On your knees on cold wet tile, your eyes and the dry empty cavities of your head drag upward slowly through the steam. They tingle benevolently and your shoulders melt into your neck growing soft and languid. Your face threatens to droop away. You tilt your head, turning back around your left shoulder and your eyes slide down to the right. You joints are warm and loose. They do not react. Your dresses are warm and wet, each blanketing you in viscous grog. The dress against your skin gathers around your joints where you crouch and sag with thick wet folds. The next approximates and smooths over the disruptions of the last, until the outer dress is a smooth rind over a heap of useless limbs, the whole mess growing heavier as it is warmed by steam. You are kneeling. Across your thighs the dress spreads out across the floor blending into it. Next to the door, which is ajar, you pick up two white canvas shoes. Each ponderous move pulls you deeper into the sagging landscape of your dresses. You slump your face out the door, into cold dry air and liquid light.

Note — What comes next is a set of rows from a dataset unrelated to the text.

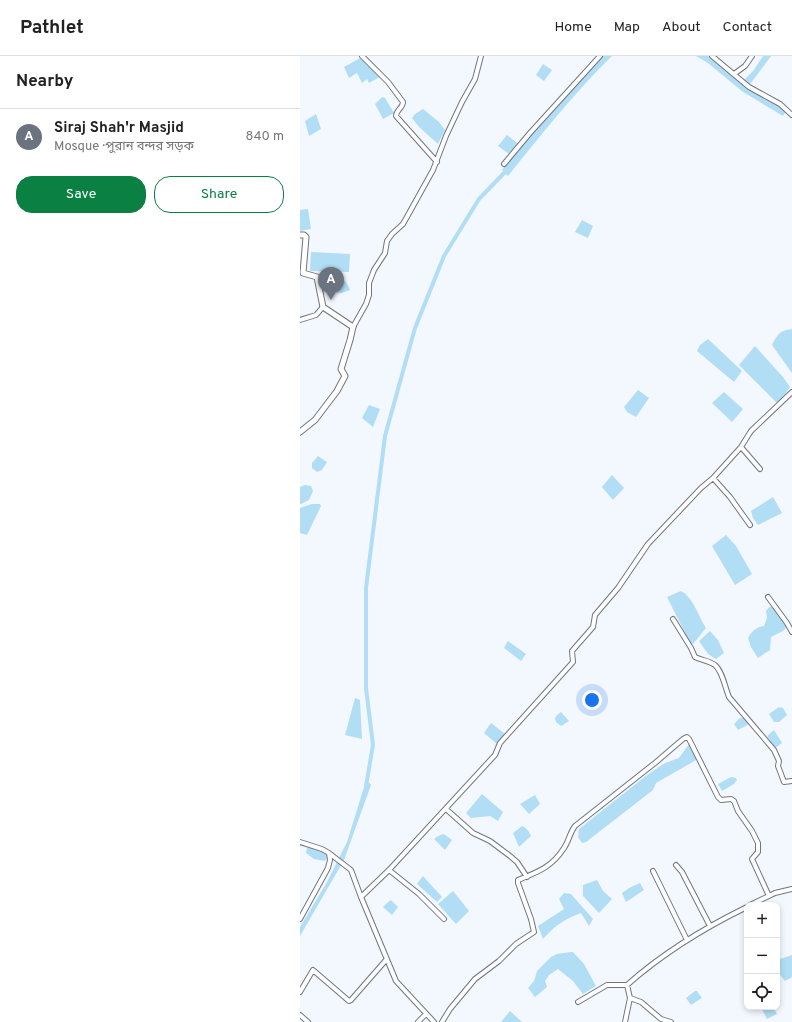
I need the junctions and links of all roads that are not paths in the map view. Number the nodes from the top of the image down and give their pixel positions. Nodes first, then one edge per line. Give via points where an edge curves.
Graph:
1 (362, 56) edge
2 (481, 56) edge
3 (600, 56) edge
4 (712, 56) edge
5 (752, 56) edge
6 (734, 74) junction
7 (792, 115) edge
8 (437, 162) junction
9 (504, 164) dead end
10 (300, 235) edge
11 (323, 307) junction
12 (300, 320) edge
13 (353, 327) junction
14 (792, 392) edge
15 (300, 432) edge
16 (741, 447) junction
17 (760, 468) dead end
18 (713, 478) junction
19 (750, 525) dead end
20 (768, 597) dead end
21 (673, 619) dead end
22 (792, 632) edge
23 (792, 781) edge
24 (446, 809) junction
25 (300, 842) edge
26 (329, 853) junction
27 (676, 866) dead end
28 (389, 870) junction
29 (653, 871) dead end
30 (527, 876) junction
31 (792, 889) edge
32 (769, 896) junction
33 (360, 897) junction
34 (756, 902) edge
35 (744, 909) edge
36 (300, 919) edge
37 (444, 919) dead end
38 (710, 926) junction
39 (687, 940) junction
40 (386, 960) junction
41 (627, 985) junction
42 (300, 992) edge
43 (630, 998) junction
44 (578, 1002) dead end
45 (426, 1014) junction
46 (300, 1016) edge
47 (308, 1022) edge
48 (418, 1022) edge
49 (434, 1022) edge
50 (442, 1022) edge
51 (625, 1022) edge
52 (671, 1022) edge

1 - 8 street via 388,82 403,102 396,116
2 - 8 street via 475,79
3 - 9 street
4 - 6 street
5 - 6 street via 746,66
6 - 7 street via 749,87 780,104
8 - 13 street via 407,218 387,241 385,253 369,283 366,304
10 - 11 street via 306,237 303,273 317,277
11 - 12 street via 316,315
11 - 13 street
13 - 15 street via 340,369 345,376 315,420
14 - 16 street via 752,431
16 - 17 street
16 - 18 street
18 - 19 street
18 - 24 street via 648,544 595,616 593,627 572,651 573,662 500,743 495,755
20 - 22 street
21 - 23 street via 695,657 716,666 729,697 774,750 784,782
24 - 28 street
24 - 30 street via 473,833 490,841 510,856
25 - 26 street
26 - 33 street via 352,873
26 - 36 street via 328,868
27 - 38 street via 682,872
28 - 33 street
28 - 37 street via 419,894
29 - 39 street
30 - 32 street via 551,864 564,849 575,826 687,737 720,800 734,801 752,831 758,843 757,854 752,859
30 - 50 street via 518,882 534,932 475,979
31 - 32 street
32 - 34 street
33 - 40 street
35 - 38 street
38 - 39 street
39 - 41 street
40 - 42 street via 352,1000 349,1001 313,970
40 - 45 street via 396,981
41 - 43 street
41 - 44 street via 607,985
43 - 51 street
43 - 52 street via 641,1002 661,1019
45 - 48 street
45 - 49 street
46 - 47 street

When you are adrift, you drift apart and you drift toward. Hope is pointless. Things happen. You see your shoes peeking out beyond the skirts of flowery cloth. Distances across nothing, across steam or dim carpet, are deceptive. Hoping to reach a togetherness, clasped from one day to the next, waiting for a final whole, a body with sense enough, whose origins you place at that very moment, with time enough before you drag the whole thing sleeping beneath the surface.

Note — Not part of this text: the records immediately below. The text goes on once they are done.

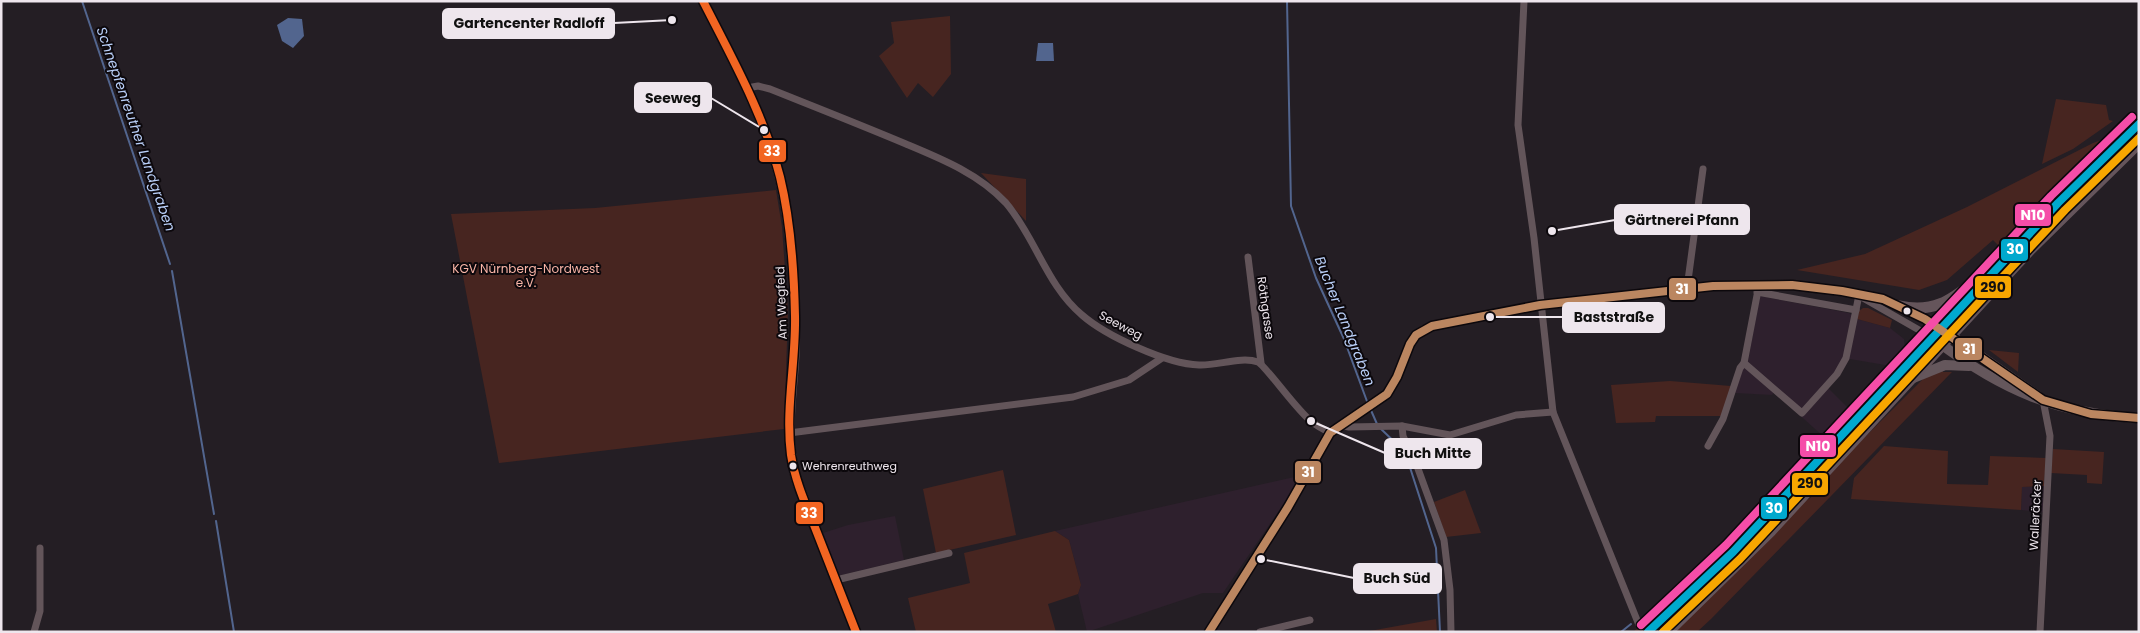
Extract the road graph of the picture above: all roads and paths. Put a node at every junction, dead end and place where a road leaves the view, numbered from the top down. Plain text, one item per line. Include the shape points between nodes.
1 (703, 1) edge
2 (1524, 1) edge
3 (747, 88) junction
4 (2139, 124) edge
5 (2139, 143) edge
6 (1703, 169) dead end
7 (1248, 257) dead end
8 (2001, 265) junction
9 (1686, 288) junction
10 (1758, 288) junction
11 (1858, 295) junction
12 (1540, 305) junction
13 (1899, 306) junction
14 (1856, 310) junction
15 (1941, 329) junction
16 (1952, 335) junction
17 (1933, 338) junction
18 (1943, 346) junction
19 (1162, 358) junction
20 (1262, 363) junction
21 (1744, 363) junction
22 (1973, 366) junction
23 (1913, 378) junction
24 (2043, 400) junction
25 (1553, 412) junction
26 (2139, 418) edge
27 (1339, 425) junction
28 (1402, 426) junction
29 (789, 432) junction
30 (1330, 433) junction
31 (1708, 446) dead end
32 (40, 548) dead end
33 (949, 553) dead end
34 (836, 580) junction
35 (1310, 620) dead end
36 (1644, 628) edge
37 (34, 632) edge
38 (856, 632) edge
39 (1209, 632) edge
40 (1260, 632) edge
41 (1451, 632) edge
42 (1668, 632) edge
43 (2040, 632) edge

1 - 3 street, Am Wegfeld
2 - 12 street via 1518,125
3 - 19 street, Seeweg via 770,89 862,125 947,161 979,179 1005,203 1062,293 1082,315 1099,327
3 - 29 street, Am Wegfeld via 775,159 788,225 795,324
4 - 8 main road
5 - 16 main road via 2031,249
6 - 9 street
7 - 20 street, Röthgasse
8 - 13 main road via 1934,307 1913,309
8 - 15 main road
9 - 10 street
9 - 12 street
10 - 11 street via 1792,285
10 - 14 street
10 - 21 street
11 - 13 street via 1883,299
11 - 14 street
11 - 17 street
12 - 25 street
12 - 27 street via 1423,330 1410,344 1387,394
13 - 15 street
14 - 21 street via 1846,358 1837,374 1802,413
15 - 16 street
15 - 17 main road
16 - 18 main road
16 - 24 street
17 - 18 street
17 - 36 main road via 1738,547
18 - 22 street
18 - 23 main road
19 - 20 street, Seeweg via 1198,365 1252,360
19 - 29 street via 1128,380 1072,397
20 - 30 street via 1310,421
21 - 31 street via 1723,419
22 - 23 street via 1945,365
22 - 24 street via 2014,391
23 - 42 main road via 1760,542
24 - 26 street via 2091,414
24 - 43 street, Walleräcker via 2050,436
25 - 28 street via 1516,415 1450,435
25 - 36 street
27 - 28 street
27 - 30 street
28 - 41 street via 1403,436 1444,540
29 - 34 street, Am Wegfeld via 795,475
30 - 39 street via 1288,507
32 - 37 street via 40,611
33 - 34 street
34 - 38 street, Am Wegfeld
35 - 40 street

Stop. You teeter on the window light between days. You can sort the next events as they unfold. Each has its light, its toll. Those times waiting on the sun are discrete. They may not happen, but they will happen alone and to an empty room filled with the isolated props of other days. The things you plan are not going to use those things but you plan with them because they are all that you have. You cannot use the things that have come before. They are gone. They stay still, you move, and they are not real. Behind your back, out against the dark street, the lingering night washes the stuck doorknobs, the place settings, the sunless horizons and the blocks and blocks of blocks, the sand running through your fingers, the trees against the white sky, the curtains pulled aside to watch the rain, the chair pulled under the table and room after empty room in grey water, eroding the connections and the causes into a dusty soup. When you look back, across the beach and road, it is unrecognizable. You hold your breath and it scatters back there. Things stay in place forever. You blow away the dust that reminds you. She is up early, or the light never turned off.